Pings, believed to be from he flight recorder due to their regular intervals, had been detected earlier but the strength of the currents has prevented the black box from being recovered.
Data from flight-tracking sites show the plane had erratic speed and altitude in the early minutes of a previous flight on Sunday and on its fatal flight on Monday.
Safety experts caution, however, that the data must be checked for accuracy against the plane's black boxes.
The two-month-old Boeing 737 MAX 8 plunged into the Java Sea just 13 minutes after takeoff from Jakarta, killing all 189 people on board and baffling aviation experts.
Lion Air has said that maintenance was carried out on the aircraft after the problematic Sunday flight and the issue, which it didn't specify, was fixed.
Two passengers on the Sunday Bali-bound flight interviewed on Indonesian TV recalled unsettling details such as a strange engine sound, a smell of burnt cables, and panicked passengers crying out for God to save them as the plane rapidly lost altitude.
Later in the flight, a man who was either the captain or first officer walked through the plane and returned to the cockpit with what looked like a large manual.
Boeing officials were expected to meet with Lion Air, after Indonesia ordered an inspection of the US plane maker's 737-MAX jets.

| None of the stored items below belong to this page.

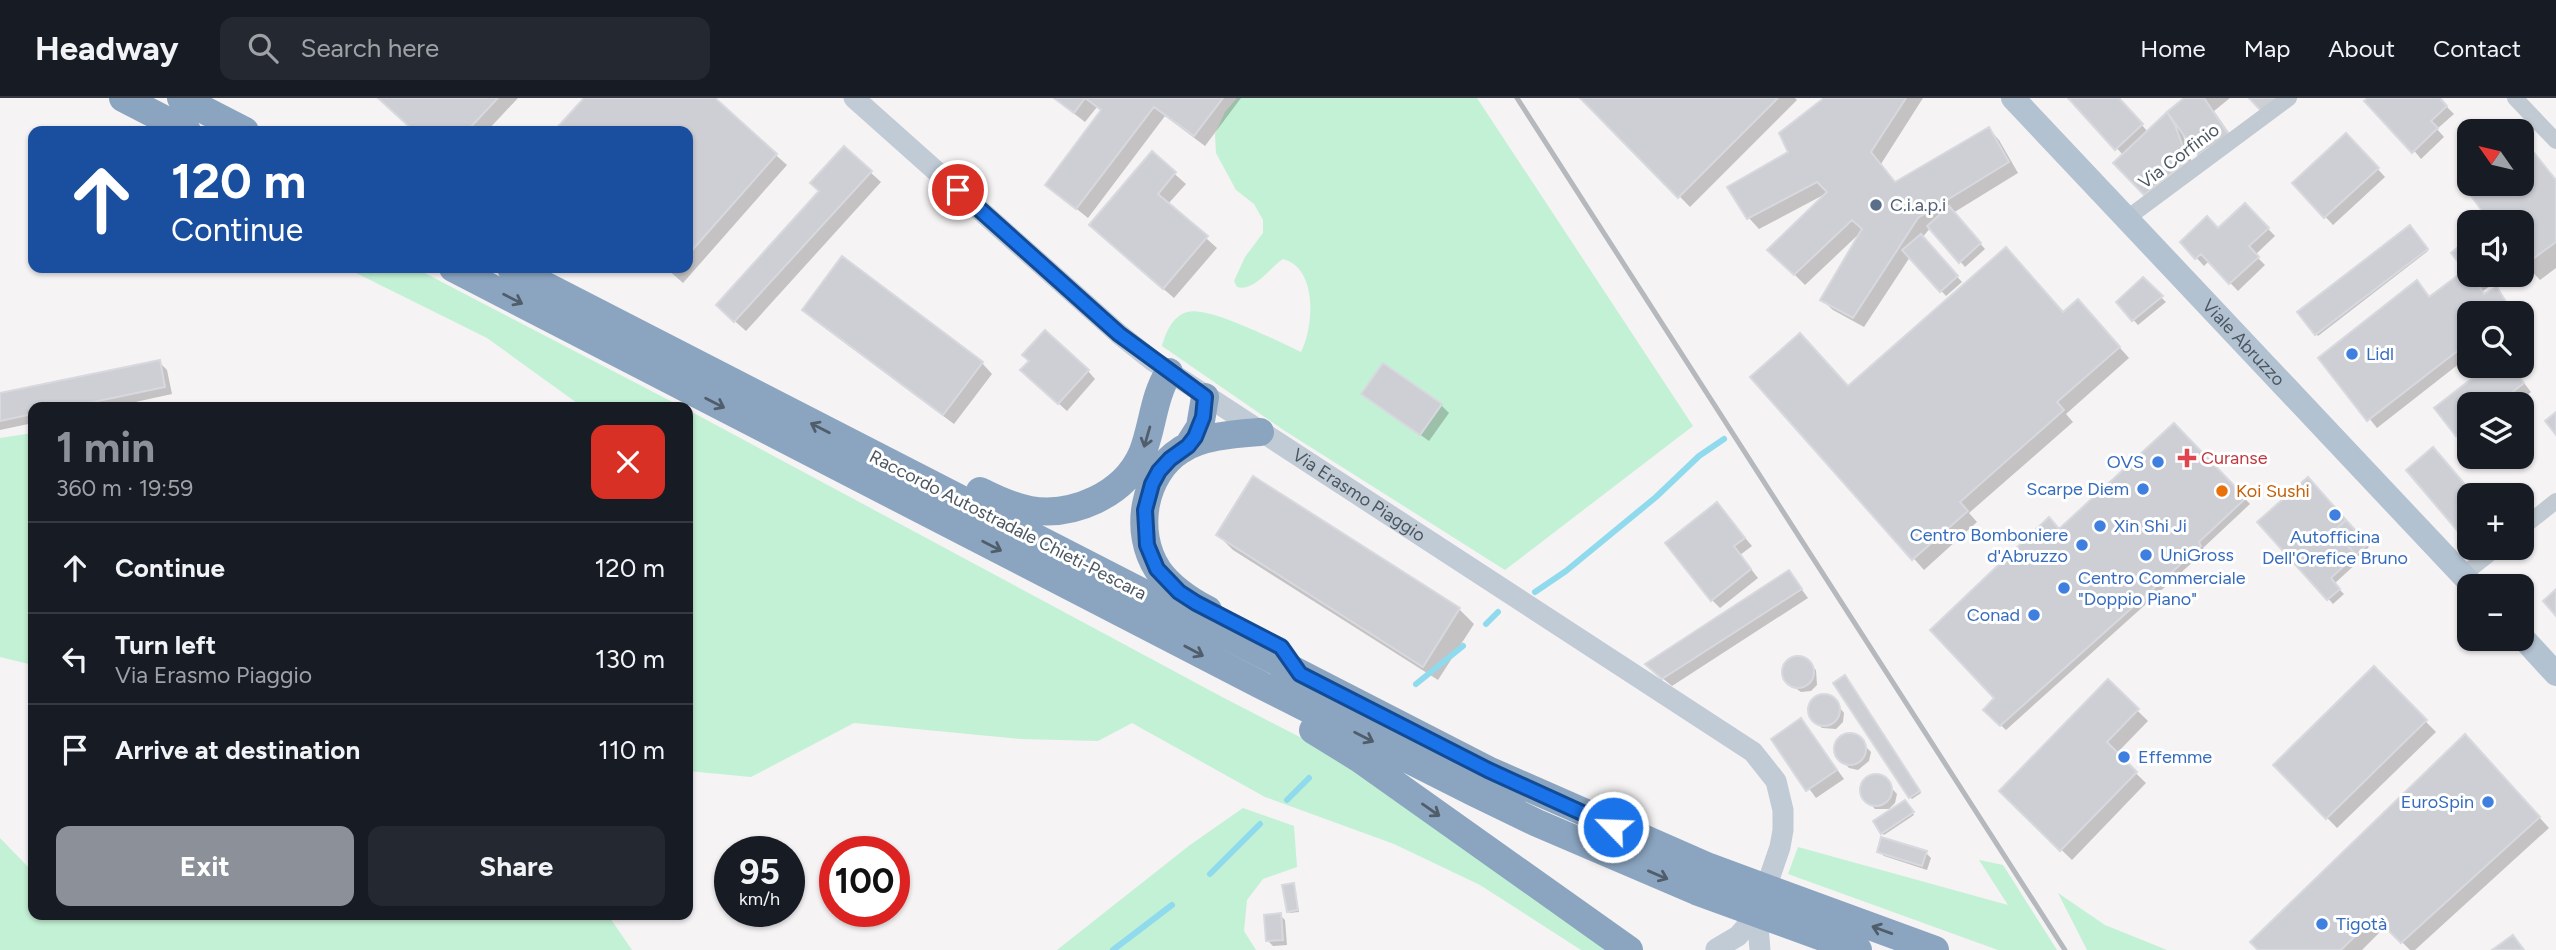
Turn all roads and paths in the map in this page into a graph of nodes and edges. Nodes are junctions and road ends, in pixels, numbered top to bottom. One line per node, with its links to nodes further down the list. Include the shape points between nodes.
1 (123, 98): 7 (highway)
2 (181, 98): 8 (highway)
3 (854, 98): 13 (street, Via Erasmo Piaggio, via 1119,334)
4 (2013, 98): 10 (main road, Viale Abruzzo)
5 (2289, 98): 10 (street, Via Corfinio)
6 (2515, 98): 9 (street)
7 (177, 126)
8 (235, 126)
9 (2556, 141)
10 (2126, 219): 21 (main road, Viale Abruzzo)
11 (463, 273): 24 (highway, Raccordo Autostradale Chieti-Pescara, one-way to 24)
12 (521, 273): 17 (highway, Raccordo Autostradale Chieti-Pescara, one-way to 12)
13 (1169, 372): 14 (street, Via Erasmo Piaggio); 17 (highway, one-way to 17, via 1136,465 1117,486 1079,506 1021,508 908,453)
14 (1205, 397): 15 (street, Via Erasmo Piaggio); 16 (highway, via 1200,427)
15 (1260, 432): 16 (highway); 28 (street, Via Erasmo Piaggio, via 1753,752 1776,782 1783,810 1780,847)
16 (1188, 446): 25 (highway, via 1159,471 1148,495 1144,526 1152,558 1179,592 1281,647)
17 (881, 459): 25 (highway, Raccordo Autostradale Chieti-Pescara)
18 (2556, 501): 19 (street)
19 (2534, 518)
20 (2486, 560): 22 (street)
21 (2461, 574)
22 (2474, 574)
23 (2534, 650): 26 (main road)
24 (1237, 673): 27 (highway, Raccordo Autostradale Chieti-Pescara, one-way to 27, via 1537,823); 30 (highway, one-way to 30, via 1255,698 1360,759)
25 (1300, 674): 27 (highway, Raccordo Autostradale Chieti-Pescara)
26 (2556, 674)
27 (1702, 879): 29 (highway, Raccordo Autostradale Chieti-Pescara)
28 (1757, 914): 31 (street, Via Erasmo Piaggio, via 1738,936); 33 (street, Via Erasmo Piaggio)
29 (1824, 923): 34 (highway, Raccordo Autostradale Chieti-Pescara); 35 (highway, Raccordo Autostradale Chieti-Pescara, one-way to 29)
30 (1629, 950)
31 (1715, 950): 32 (street)
32 (1730, 950)
33 (1760, 950)
34 (1858, 950)
35 (1935, 950)

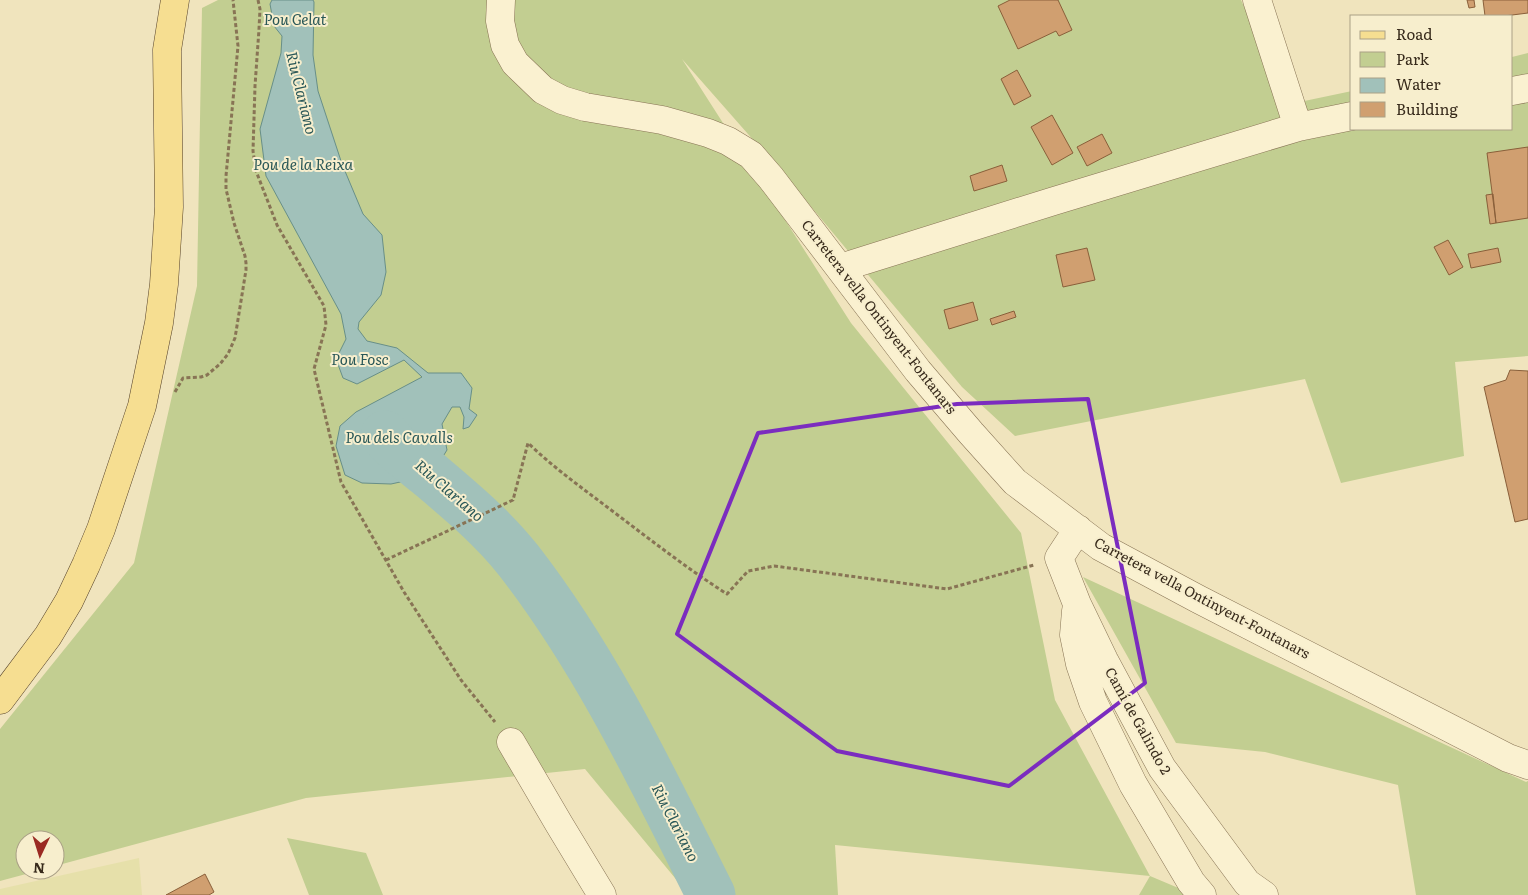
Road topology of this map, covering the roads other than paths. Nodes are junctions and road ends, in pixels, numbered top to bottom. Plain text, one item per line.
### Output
1 (175, 0) edge
2 (501, 0) edge
3 (1258, 0) edge
4 (1528, 88) edge
5 (1513, 91) edge
6 (1350, 116) edge
7 (1298, 127) junction
8 (840, 268) junction
9 (1078, 529) junction
10 (1076, 604) junction
11 (7, 677) edge
12 (0, 700) edge
13 (511, 742) road end
14 (1528, 765) edge
15 (602, 895) edge
16 (1202, 895) edge
17 (1264, 895) edge

1 - 11 main road
2 - 8 street, Carretera vella Ontinyent-Fontanars
3 - 7 street
4 - 5 street
6 - 7 street
7 - 8 street
8 - 9 street, Carretera vella Ontinyent-Fontanars
9 - 10 street, Camí de Galindo 2
9 - 14 street, Carretera vella Ontinyent-Fontanars
10 - 16 street
10 - 17 street, Camí de Galindo 2
11 - 12 main road
13 - 15 street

The downed plane, which went into service just a few months ago, was en route to Pangkal Pinang city when everything went south.
Indonesia's Transport Minister fired the technical director of Lion Air as well as staff who approved the flight of the jet.
Transport Minister Budi Karya Sumadi says the airline will be subjected to a ministry inspection and operations of all low cost airlines in Indonesia will be reviewed.
"Today we will remove Lion's technical director from his duties to be replaced by someone else, as well as technical staff" who cleared the flight to depart, the minister told reporters.
Aviation experts say it is too early to determine what caused the accident but Lion's admission that the plane had an unspecified technical issue on a previous flight — as well as the plane's abrupt nosedive just 13 minutes after takeoff — have raised questions about whether it had any faults specific to the newly released model, including a speed-and-altitude system malfunction.